### WORK TO COMPLETE
In full and word for word, give the records again.

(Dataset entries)
• • • • • • •

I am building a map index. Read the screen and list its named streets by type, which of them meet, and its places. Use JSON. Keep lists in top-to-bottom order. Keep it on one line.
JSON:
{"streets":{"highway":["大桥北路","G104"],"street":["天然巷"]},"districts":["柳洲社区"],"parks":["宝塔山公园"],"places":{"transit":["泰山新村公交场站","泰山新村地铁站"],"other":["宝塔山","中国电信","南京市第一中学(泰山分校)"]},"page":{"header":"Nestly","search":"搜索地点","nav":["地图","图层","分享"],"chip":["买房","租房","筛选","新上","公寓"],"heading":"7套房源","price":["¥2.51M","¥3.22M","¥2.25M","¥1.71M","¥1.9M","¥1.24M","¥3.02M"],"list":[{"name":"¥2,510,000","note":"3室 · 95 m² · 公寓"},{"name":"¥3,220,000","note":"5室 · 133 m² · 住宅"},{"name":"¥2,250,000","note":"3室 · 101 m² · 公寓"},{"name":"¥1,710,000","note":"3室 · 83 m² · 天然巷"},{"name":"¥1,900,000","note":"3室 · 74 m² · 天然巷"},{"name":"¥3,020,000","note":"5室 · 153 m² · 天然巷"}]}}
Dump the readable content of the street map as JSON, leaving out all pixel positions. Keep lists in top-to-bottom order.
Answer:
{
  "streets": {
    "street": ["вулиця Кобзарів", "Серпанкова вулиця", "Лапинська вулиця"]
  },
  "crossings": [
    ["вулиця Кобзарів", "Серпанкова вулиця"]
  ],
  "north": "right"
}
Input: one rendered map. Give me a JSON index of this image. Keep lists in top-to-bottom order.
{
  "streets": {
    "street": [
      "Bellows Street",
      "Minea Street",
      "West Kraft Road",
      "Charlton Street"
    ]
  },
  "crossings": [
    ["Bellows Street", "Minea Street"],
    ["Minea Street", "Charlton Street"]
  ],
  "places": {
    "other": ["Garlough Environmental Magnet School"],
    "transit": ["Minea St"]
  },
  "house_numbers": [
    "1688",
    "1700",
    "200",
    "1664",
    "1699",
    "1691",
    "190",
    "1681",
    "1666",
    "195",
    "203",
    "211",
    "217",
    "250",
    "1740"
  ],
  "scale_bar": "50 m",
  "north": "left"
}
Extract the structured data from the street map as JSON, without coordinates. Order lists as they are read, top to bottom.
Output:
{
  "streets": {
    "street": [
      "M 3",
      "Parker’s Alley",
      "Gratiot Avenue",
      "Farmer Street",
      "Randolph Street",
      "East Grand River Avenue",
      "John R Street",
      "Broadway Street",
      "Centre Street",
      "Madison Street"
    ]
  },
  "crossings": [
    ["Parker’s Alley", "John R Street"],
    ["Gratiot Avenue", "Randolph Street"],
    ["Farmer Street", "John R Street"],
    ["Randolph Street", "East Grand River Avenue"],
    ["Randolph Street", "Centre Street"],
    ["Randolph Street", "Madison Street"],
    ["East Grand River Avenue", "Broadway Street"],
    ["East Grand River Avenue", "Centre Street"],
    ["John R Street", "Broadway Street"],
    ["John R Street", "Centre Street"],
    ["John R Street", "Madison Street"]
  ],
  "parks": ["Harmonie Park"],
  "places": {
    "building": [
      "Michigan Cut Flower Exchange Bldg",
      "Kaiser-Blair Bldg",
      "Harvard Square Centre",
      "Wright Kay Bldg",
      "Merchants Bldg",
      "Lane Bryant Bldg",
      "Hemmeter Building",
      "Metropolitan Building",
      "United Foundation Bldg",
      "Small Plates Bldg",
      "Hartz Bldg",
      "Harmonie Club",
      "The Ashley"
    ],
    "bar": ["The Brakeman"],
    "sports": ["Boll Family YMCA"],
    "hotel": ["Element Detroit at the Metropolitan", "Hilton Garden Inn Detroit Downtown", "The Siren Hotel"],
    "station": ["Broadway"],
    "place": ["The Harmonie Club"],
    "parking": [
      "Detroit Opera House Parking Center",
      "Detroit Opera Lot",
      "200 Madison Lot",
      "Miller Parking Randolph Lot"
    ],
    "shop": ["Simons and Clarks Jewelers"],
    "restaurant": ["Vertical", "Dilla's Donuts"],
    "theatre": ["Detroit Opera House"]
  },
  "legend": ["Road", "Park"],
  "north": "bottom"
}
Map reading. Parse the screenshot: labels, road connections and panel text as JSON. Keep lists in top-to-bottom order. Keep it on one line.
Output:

• • • • • • •

### REPLY
I am building a map index. Read the screen and list its named streets by type, which of them meet, and its places. Use JSON. Keep lists in top-to-bottom order. Keep it on one line.
JSON:
{"streets":{"highway":["大桥北路","G104"],"street":["天然巷"]},"districts":["柳洲社区"],"parks":["宝塔山公园"],"places":{"transit":["泰山新村公交场站","泰山新村地铁站"],"other":["宝塔山","中国电信","南京市第一中学(泰山分校)"]},"page":{"header":"Nestly","search":"搜索地点","nav":["地图","图层","分享"],"chip":["买房","租房","筛选","新上","公寓"],"heading":"7套房源","price":["¥2.51M","¥3.22M","¥2.25M","¥1.71M","¥1.9M","¥1.24M","¥3.02M"],"list":[{"name":"¥2,510,000","note":"3室 · 95 m² · 公寓"},{"name":"¥3,220,000","note":"5室 · 133 m² · 住宅"},{"name":"¥2,250,000","note":"3室 · 101 m² · 公寓"},{"name":"¥1,710,000","note":"3室 · 83 m² · 天然巷"},{"name":"¥1,900,000","note":"3室 · 74 m² · 天然巷"},{"name":"¥3,020,000","note":"5室 · 153 m² · 天然巷"}]}}
Dump the readable content of the street map as JSON, leaving out all pixel positions. Keep lists in top-to-bottom order.
Answer:
{
  "streets": {
    "street": ["вулиця Кобзарів", "Серпанкова вулиця", "Лапинська вулиця"]
  },
  "crossings": [
    ["вулиця Кобзарів", "Серпанкова вулиця"]
  ],
  "north": "right"
}
Input: one rendered map. Give me a JSON index of this image. Keep lists in top-to-bottom order.
{
  "streets": {
    "street": [
      "Bellows Street",
      "Minea Street",
      "West Kraft Road",
      "Charlton Street"
    ]
  },
  "crossings": [
    ["Bellows Street", "Minea Street"],
    ["Minea Street", "Charlton Street"]
  ],
  "places": {
    "other": ["Garlough Environmental Magnet School"],
    "transit": ["Minea St"]
  },
  "house_numbers": [
    "1688",
    "1700",
    "200",
    "1664",
    "1699",
    "1691",
    "190",
    "1681",
    "1666",
    "195",
    "203",
    "211",
    "217",
    "250",
    "1740"
  ],
  "scale_bar": "50 m",
  "north": "left"
}
Extract the structured data from the street map as JSON, without coordinates. Order lists as they are read, top to bottom.
Output:
{
  "streets": {
    "street": [
      "M 3",
      "Parker’s Alley",
      "Gratiot Avenue",
      "Farmer Street",
      "Randolph Street",
      "East Grand River Avenue",
      "John R Street",
      "Broadway Street",
      "Centre Street",
      "Madison Street"
    ]
  },
  "crossings": [
    ["Parker’s Alley", "John R Street"],
    ["Gratiot Avenue", "Randolph Street"],
    ["Farmer Street", "John R Street"],
    ["Randolph Street", "East Grand River Avenue"],
    ["Randolph Street", "Centre Street"],
    ["Randolph Street", "Madison Street"],
    ["East Grand River Avenue", "Broadway Street"],
    ["East Grand River Avenue", "Centre Street"],
    ["John R Street", "Broadway Street"],
    ["John R Street", "Centre Street"],
    ["John R Street", "Madison Street"]
  ],
  "parks": ["Harmonie Park"],
  "places": {
    "building": [
      "Michigan Cut Flower Exchange Bldg",
      "Kaiser-Blair Bldg",
      "Harvard Square Centre",
      "Wright Kay Bldg",
      "Merchants Bldg",
      "Lane Bryant Bldg",
      "Hemmeter Building",
      "Metropolitan Building",
      "United Foundation Bldg",
      "Small Plates Bldg",
      "Hartz Bldg",
      "Harmonie Club",
      "The Ashley"
    ],
    "bar": ["The Brakeman"],
    "sports": ["Boll Family YMCA"],
    "hotel": ["Element Detroit at the Metropolitan", "Hilton Garden Inn Detroit Downtown", "The Siren Hotel"],
    "station": ["Broadway"],
    "place": ["The Harmonie Club"],
    "parking": [
      "Detroit Opera House Parking Center",
      "Detroit Opera Lot",
      "200 Madison Lot",
      "Miller Parking Randolph Lot"
    ],
    "shop": ["Simons and Clarks Jewelers"],
    "restaurant": ["Vertical", "Dilla's Donuts"],
    "theatre": ["Detroit Opera House"]
  },
  "legend": ["Road", "Park"],
  "north": "bottom"
}
Map reading. Parse the screenshot: labels, road connections and panel text as JSON. Keep lists in top-to-bottom order. Keep it on one line.
Output:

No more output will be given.